Another worry is that fiscal balances will remain heavily negative throughout the OECD for several years. Gross debt could exceed 100% of GDP on average in OECD countries by 2011. Good policy-makers are already crafting their exit strategies and indicating to markets how they will wind down the exceptional measures and implement fiscal consolidation.
Latin America has not escaped the global crisis. As a region with strong trade, investment, migration and financial links with the rest of the world, it is naturally sensitive to external shocks. In spite of its improved macroeconomic fundamentals, better economic governance, and healthier financial systems, the region’s GDP is expected to contract between 1.5% and 2% in 2009. Of course, there are some major contrasts: while Mexico may experience a dramatic drop in GDP of around 7%, Brazil is expected to experience zero or slightly positive growth in 2009.
While Chile has also been hit hard by the collapse of world trade and falling commodity prices, it has weathered the crisis better than other small open economies. Its economy bounced back in mid-2009, and growth is estimated to have been positive during the second half of 2009. Our latest growth forecasts from November envisage -1.8% in 2009 and + 4.1 % in 2010. Going forward, activity is set to gain pace gradually in 2010, and actual growth should exceed potential in 2011.
Nevertheless, job markets in Latin America have been hard hit by the crisis.
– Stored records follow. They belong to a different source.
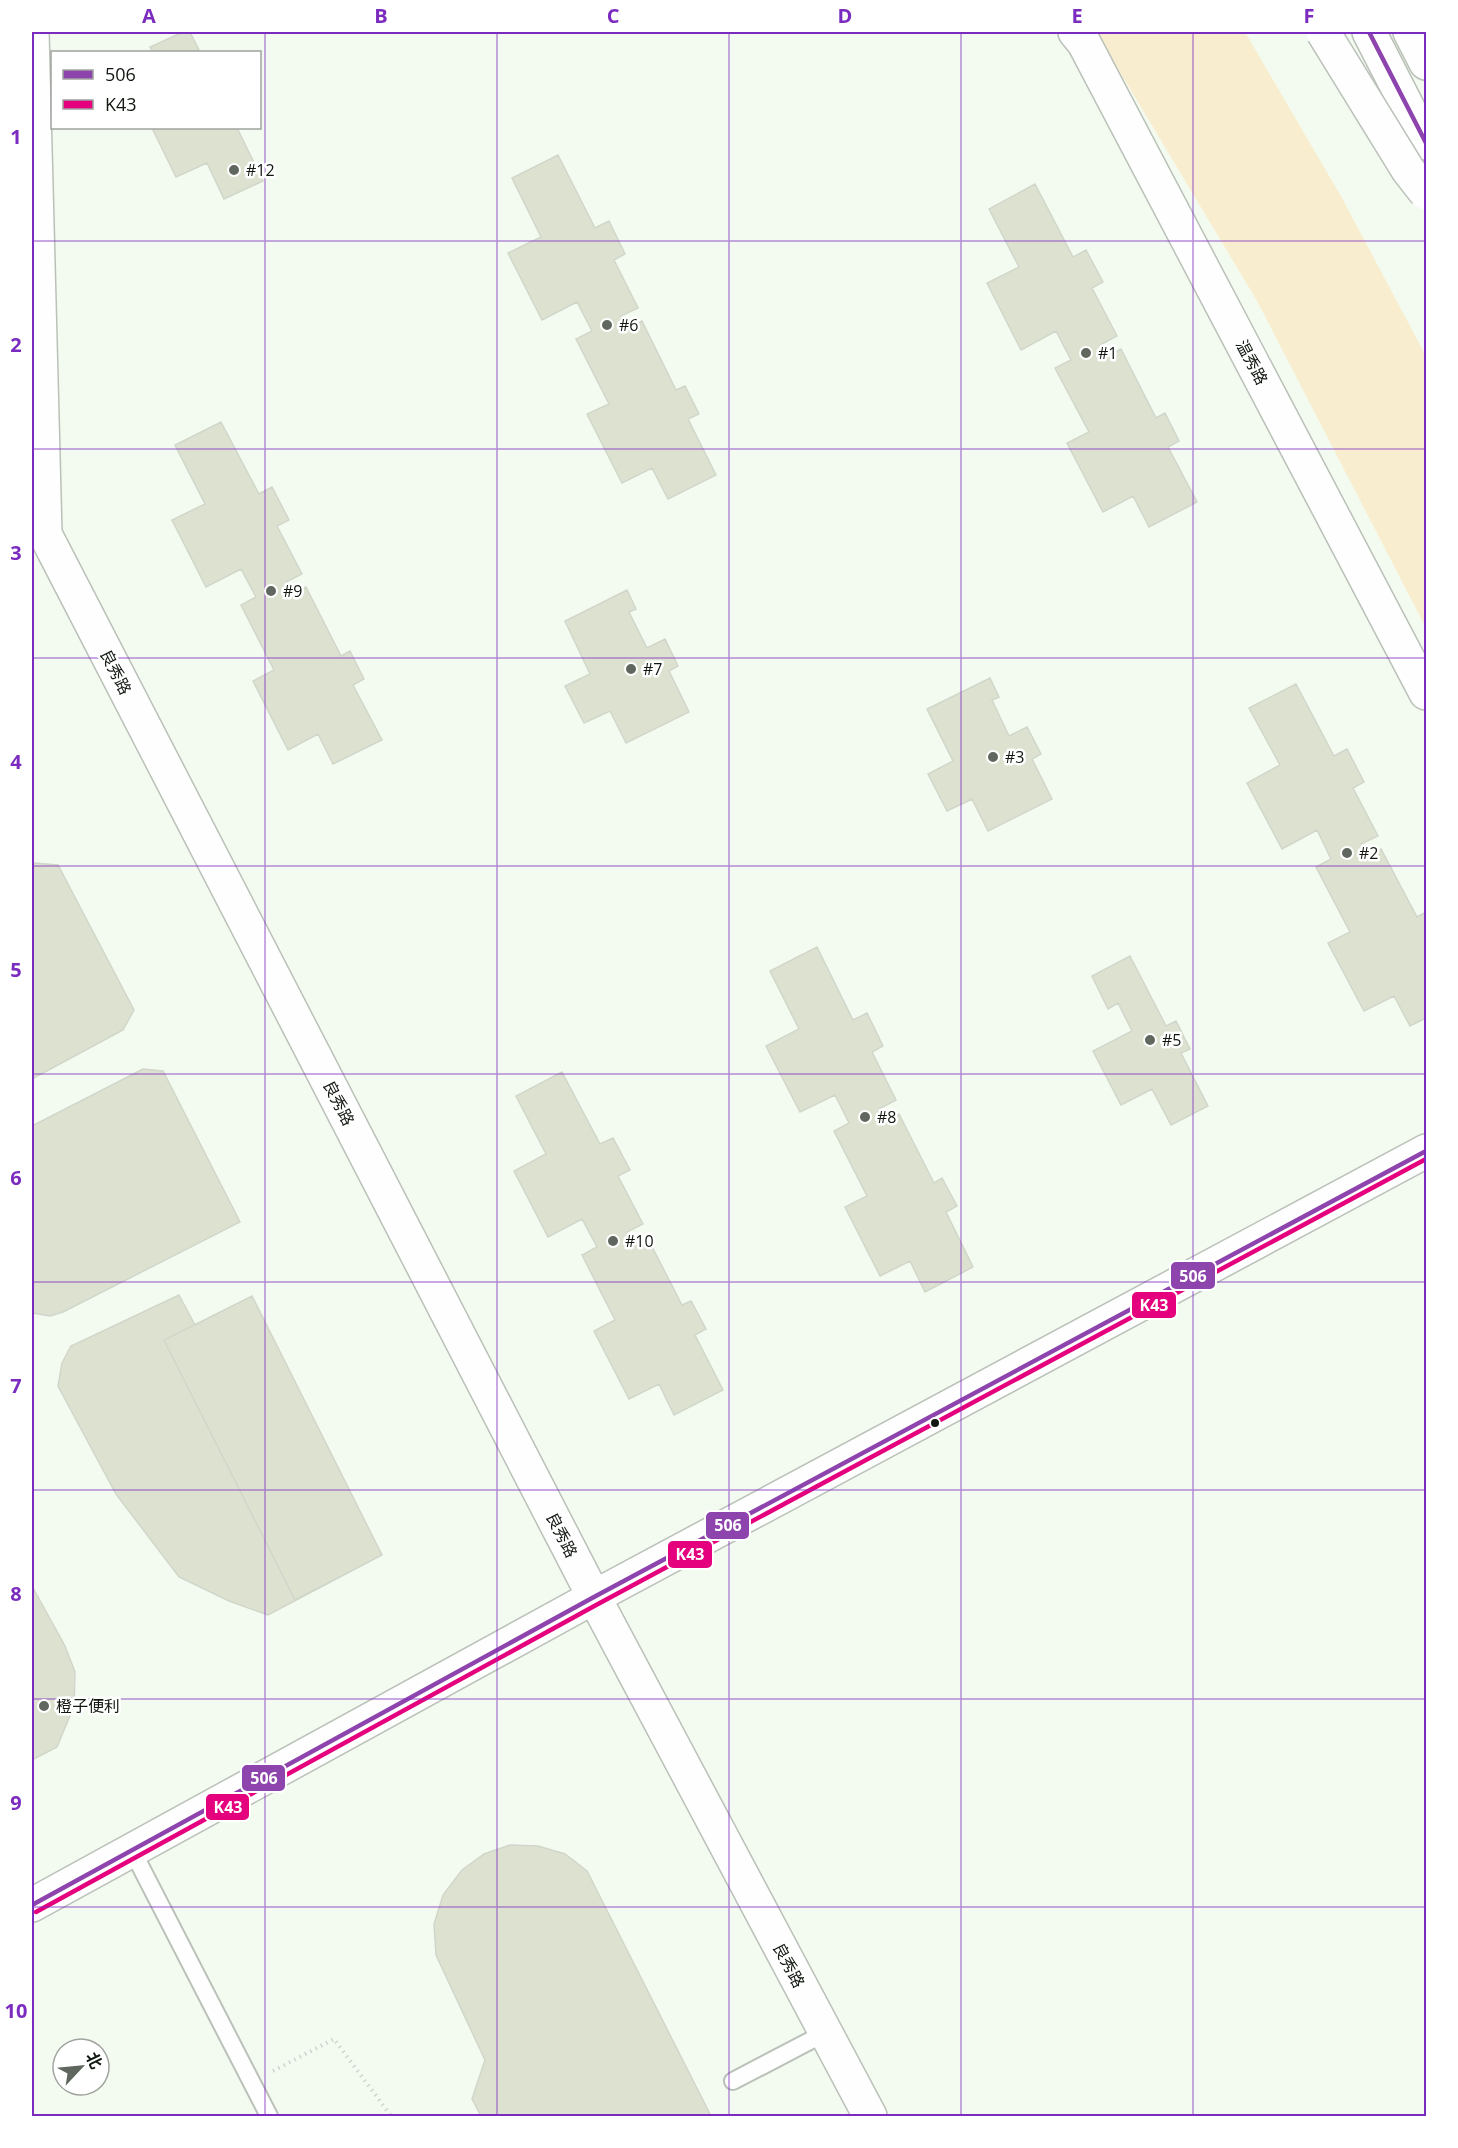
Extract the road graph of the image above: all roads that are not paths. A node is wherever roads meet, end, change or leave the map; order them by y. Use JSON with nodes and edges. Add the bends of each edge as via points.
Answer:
{"nodes":[{"id":1,"x":32,"y":32,"type":"edge"},
{"id":2,"x":1076,"y":32,"type":"edge"},
{"id":3,"x":1323,"y":32,"type":"edge"},
{"id":4,"x":1369,"y":32,"type":"edge"},
{"id":5,"x":1410,"y":32,"type":"edge"},
{"id":6,"x":1426,"y":63,"type":"edge"},
{"id":7,"x":1426,"y":143,"type":"edge"},
{"id":8,"x":1426,"y":193,"type":"edge"},
{"id":9,"x":38,"y":534,"type":"edge"},
{"id":10,"x":1426,"y":693,"type":"edge"},
{"id":11,"x":1426,"y":1151,"type":"edge"},
{"id":12,"x":594,"y":1597,"type":"junction"},
{"id":13,"x":132,"y":1850,"type":"junction"},
{"id":14,"x":32,"y":1905,"type":"edge"},
{"id":15,"x":825,"y":2033,"type":"junction"},
{"id":16,"x":733,"y":2081,"type":"dead end"},
{"id":17,"x":269,"y":2116,"type":"edge"},
{"id":18,"x":870,"y":2116,"type":"edge"}],
"edges":[{"from":1,"to":9,"type":"main road","name":"良秀路"},
{"from":2,"to":10,"type":"main road","name":"温秀路"},
{"from":3,"to":8,"type":"main road","bridge":true},
{"from":4,"to":7,"type":"main road"},
{"from":5,"to":6,"type":"main road"},
{"from":9,"to":12,"type":"main road","name":"良秀路"},
{"from":11,"to":12,"type":"main road"},
{"from":12,"to":13,"type":"main road"},
{"from":12,"to":15,"type":"main road","name":"良秀路"},
{"from":13,"to":14,"type":"main road"},
{"from":13,"to":17,"type":"lane"},
{"from":15,"to":16,"type":"lane"},
{"from":15,"to":18,"type":"main road","name":"良秀路"}]}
Both the ILO and ECLAC forecast that the unemployment rate in Latin America could reach 8.5% in 2009, raising the number of unemployed in the region to 18.4 million people.
In less advanced economies, with fewer resources for social protection, the consequences of unemployment are immediate and dramatic: as many as 9 million Latin Americans may have fallen below the poverty line as a result of this crisis. This puts a serious dent in the impressive poverty reduction achieved during the economic boom of 2003 to 2007.
Against this backdrop it is important not only to provide targeted assistance and support for the most vulnerable, but also to look at new sources of growth for a sustainable recovery. If Latin American countries want to be more competitive and productive in the future, their economies will have to diversify from their dependence on commodities.
This is true for oil in Mexico as well as for copper in Chile. Joint public/private investments in renewable energies, in information and communication technologies or in the service sector could yield outstanding returns in terms of growth and employment and support Latin-American countries in their efforts to diversify their economies and increase their productivity.
The crisis has opened up unique opportunities to pursue pending reforms in key sectors such as education, health, finance, labour, competition and the environment. The OECD will now be better able to support Chile, sharing experience on policies that have worked in other countries, and on those that have worked less well.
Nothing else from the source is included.